Dans ce contexte, pour combien de temps encore peut-on penser que les visiteurs d’Auschwitz saisiront plus ou moins ce que ce lieu signifie pour nous, Juifs ? N’est-il pas grand temps de chercher une autre manière de faire passer et perpétuer le message ? Même si, en bons agnostiques humanistes que nous sommes, nous n’utilisons ce mot qu’avec circonspection, n’est-il pas temps de reconnaître qu’Auschwitz, ce lieu à la fois réel et symbolique d’inhumanité, de souffrance et de mort qui défie l’entendement, est un lieu SACRÉ, que nous et nos descendants devrions craindre de profaner ? Le sens du sacré réside au plus profond de chacun d’entre nous, de chaque humain, qu’il soit religieux ou non, et précède toute tentative d’expression par les mots. Lorsqu’il se manifeste, il est de l’ordre de l’évidence et invoque le respect, la crainte, une forme d’immanence. Le sens du sacré fait partie de notre identité, que l’on soit Juif ou simplement humain, tentant de mener, comme Socrate, une « vie juste ».

Un mur de verre

Pour cette raison, je propose de bâtir autour d’Auschwitz-Birkenau un mur de verre qui, jamais plus, ne sera franchi.

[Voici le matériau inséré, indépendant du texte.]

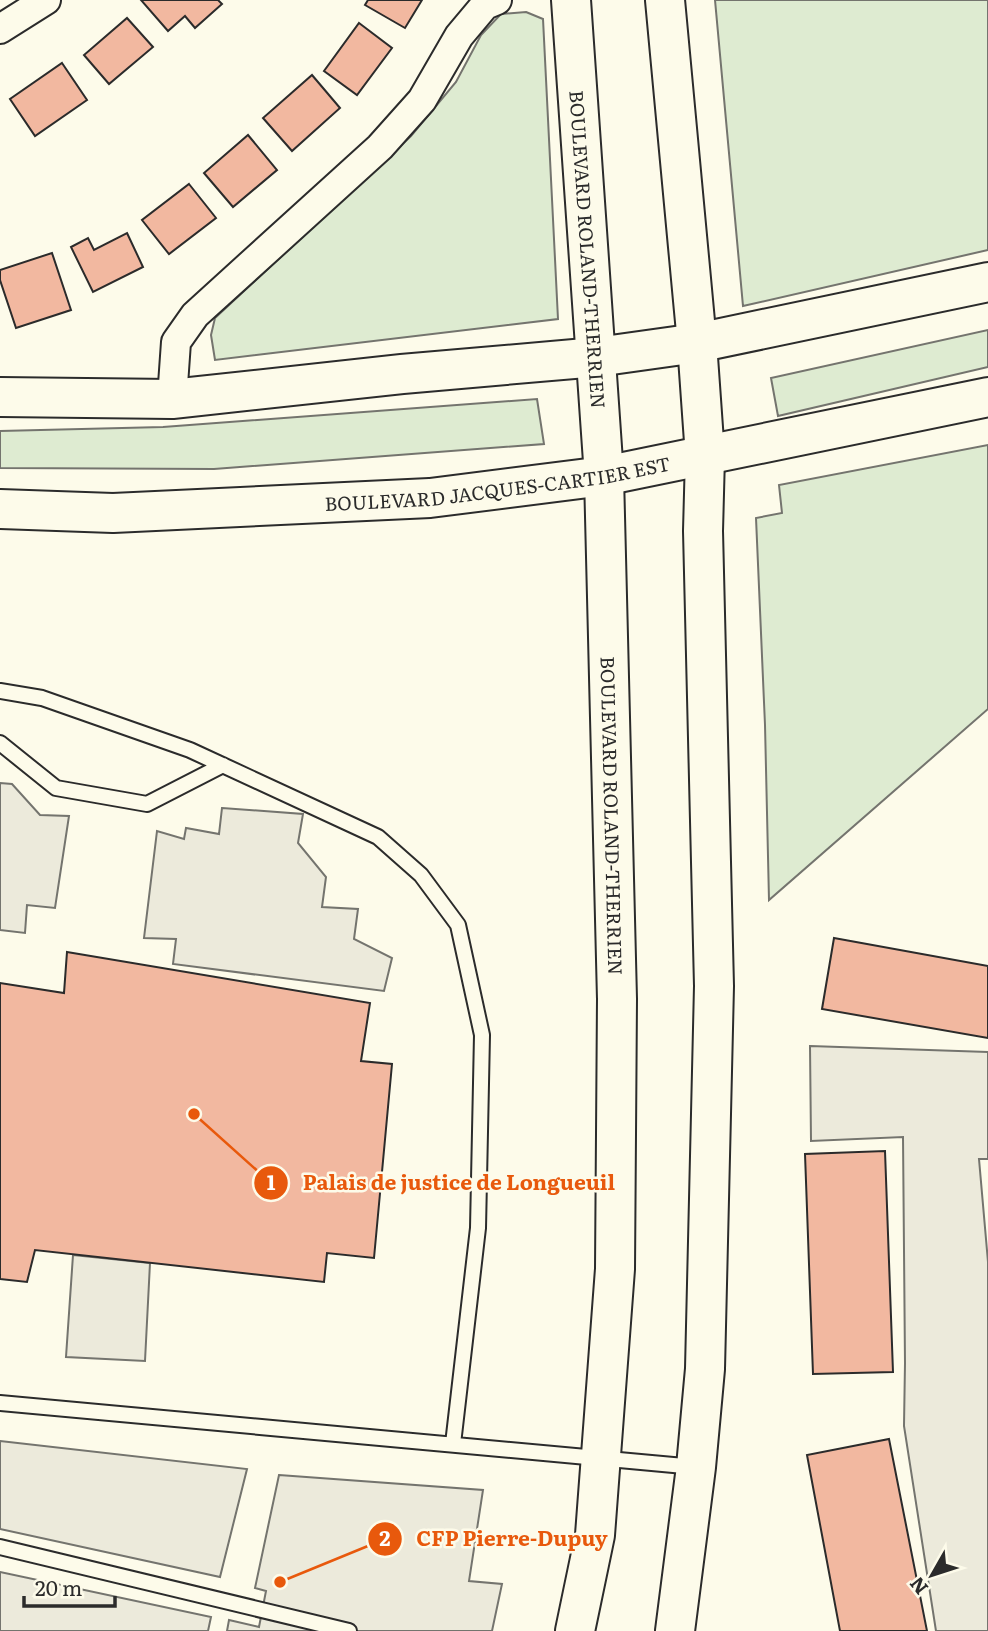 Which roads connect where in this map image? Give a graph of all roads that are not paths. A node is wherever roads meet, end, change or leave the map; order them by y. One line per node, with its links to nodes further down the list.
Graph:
1 (46, 0): 5 (street)
2 (497, 0): 11 (street)
3 (571, 0): 8 (main road, BOULEVARD ROLAND-THERRIEN)
4 (664, 0): 7 (main road)
5 (0, 29)
6 (988, 282): 7 (main road)
7 (697, 343): 8 (main road); 12 (main road)
8 (597, 358): 11 (main road); 13 (main road, BOULEVARD ROLAND-THERRIEN)
9 (0, 397): 11 (main road)
10 (988, 397): 12 (main road, BOULEVARD JACQUES-CARTIER EST)
11 (173, 399)
12 (705, 456): 13 (main road, BOULEVARD JACQUES-CARTIER EST); 21 (main road)
13 (604, 476): 14 (main road, BOULEVARD JACQUES-CARTIER EST); 20 (main road, BOULEVARD ROLAND-THERRIEN)
14 (0, 509)
15 (0, 691): 17 (lane)
16 (0, 743): 17 (lane)
17 (223, 765): 19 (lane)
18 (0, 1403): 19 (lane)
19 (453, 1444): 20 (lane)
20 (601, 1457): 21 (lane); 24 (main road, BOULEVARD ROLAND-THERRIEN)
21 (705, 1468): 25 (main road)
22 (0, 1547): 23 (lane)
23 (349, 1631)
24 (575, 1631)
25 (675, 1631) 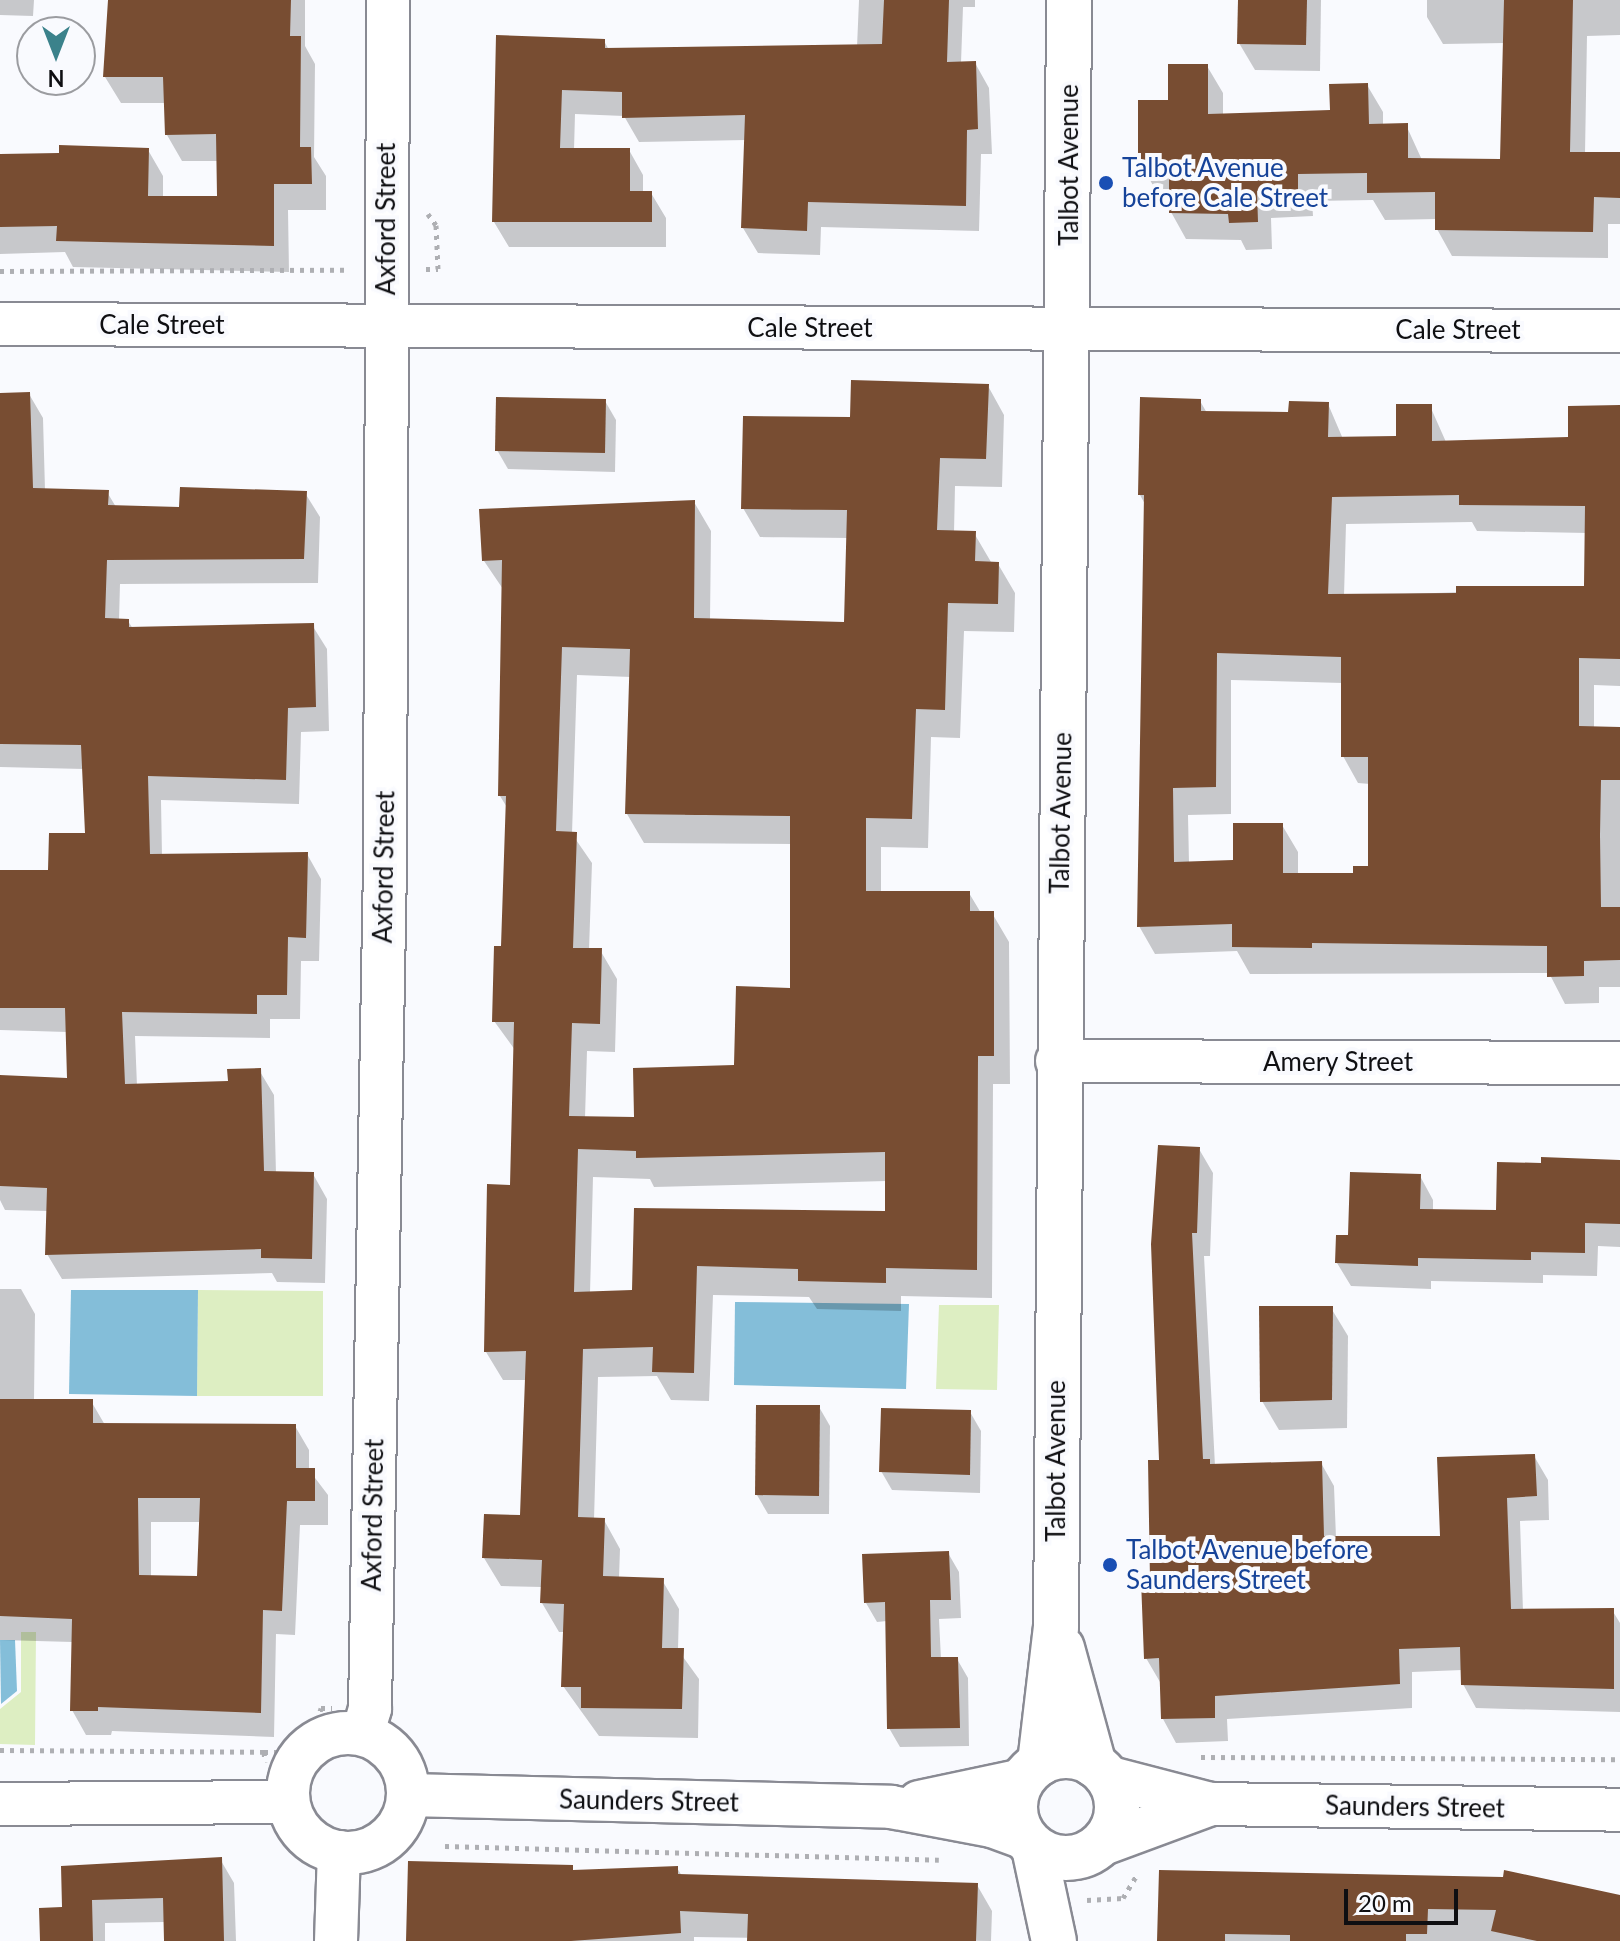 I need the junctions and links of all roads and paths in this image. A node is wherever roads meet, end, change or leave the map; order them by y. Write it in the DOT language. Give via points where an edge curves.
graph roads {
  1 [pos="388,0"];
  2 [pos="1069,0"];
  3 [pos="426,212"];
  4 [pos="385,270"];
  5 [pos="0,271"];
  6 [pos="0,324"];
  7 [pos="385,326"];
  8 [pos="1069,328"];
  9 [pos="1620,331"];
  10 [pos="1057,1061"];
  11 [pos="1620,1063"];
  12 [pos="1056,1627"];
  13 [pos="363,1733"];
  14 [pos="0,1750"];
  15 [pos="1186,1757"];
  16 [pos="1620,1759"];
  17 [pos="1101,1771"];
  18 [pos="1031,1772"];
  19 [pos="408,1795"];
  20 [pos="278,1802"];
  21 [pos="0,1804"];
  22 [pos="1211,1804"];
  23 [pos="891,1807"];
  24 [pos="1620,1810"];
  25 [pos="1030,1843"];
  26 [pos="445,1846"];
  27 [pos="1093,1850"];
  28 [pos="339,1852"];
  29 [pos="943,1861"];
  30 [pos="336,1941"];
  31 [pos="1054,1941"];
  32 [pos="1070,1941"];
  1 -- 4 [label="street, Axford Street"];
  2 -- 8 [label="street, Talbot Avenue"];
  3 -- 4 [label="path" via="436,225 438,269"];
  4 -- 5 [label="path"];
  4 -- 7 [label="street, Axford Street"];
  6 -- 7 [label="street, Cale Street"];
  7 -- 8 [label="street, Cale Street"];
  7 -- 13 [label="street, Axford Street" via="385,862 370,1708"];
  8 -- 9 [label="street, Cale Street"];
  8 -- 10 [label="street, Talbot Avenue"];
  10 -- 11 [label="street, Amery Street"];
  10 -- 12 [label="street, Talbot Avenue"];
  12 -- 17 [label="street, Talbot Avenue"];
  12 -- 18 [label="street, Talbot Avenue"];
  13 -- 19 [label="street" via="388,1747 401,1763"];
  13 -- 20 [label="street" via="321,1738 303,1750"];
  14 -- 20 [label="path" via="264,1752"];
  15 -- 16 [label="path"];
  17 -- 18 [label="street" via="1064,1757"];
  17 -- 22 [label="street, Saunders Street"];
  17 -- 27 [label="street" via="1114,1790 1116,1820"];
  18 -- 23 [label="street, Saunders Street"];
  18 -- 25 [label="street" via="1015,1803"];
  19 -- 23 [label="street, Saunders Street"];
  19 -- 28 [label="street" via="391,1836 373,1848"];
  20 -- 21 [label="street"];
  20 -- 28 [label="street" via="312,1842"];
  22 -- 24 [label="street, Saunders Street"];
  22 -- 27 [label="street, Saunders Street"];
  23 -- 25 [label="street, Saunders Street" via="992,1826"];
  25 -- 27 [label="street" via="1059,1858"];
  25 -- 31 [label="street"];
  26 -- 29 [label="path"];
  27 -- 32 [label="street"];
  28 -- 30 [label="street"];
}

Ce site restera là, comme un immense point d’interrogation flottant au-dessus de nos consciences et de l’Europe, posant la question : « Comment cela a-t-il pu se produire ? » et « Comment lutter contre cette part obscure de notre nature qui a rendu cela possible ? » Le Musée Auschwitz-Birkenau, les centres d’étude de la Shoah, les fantômes des victimes assassinées et nous-mêmes, descendants des survivants, tentons désespérément d’attirer l’attention des nations sur ces deux questions. Faire exister en Europe un lieu interdit et sacré est un geste symbolique fort qui, par ce qu’il a de spirituel, de métaphysique, de religieux, est notre meilleur espoir d’accorder à ces questions une place particulière dans la conscience des générations à venir. À défaut, Auschwitz risque, dans un avenir pas si lointain, de subir le sort de la Butte du Lion de Waterloo : devenir un lieu où l’histoire est racontée et où se déroulent des manifestations folkloriques, dépouillé de toute autre signification.

Le matériel historique, conservé sous forme numérique et authentifiée[1], restera accessible. Il pourra servir de support pédagogique et offrir une expérience immersive de pèlerinage virtuel, permettant des visites encadrées qui se substitueront à l’expérience touristique actuelle.

[1] Maciej Żemojcin, un cinéaste polonais passionné par l’IA et les productions virtuelles, a entrepris de créer une réplique digitale aussi détaillée qu’authentique et infalsifiable d’Auschwitz-Birkenau.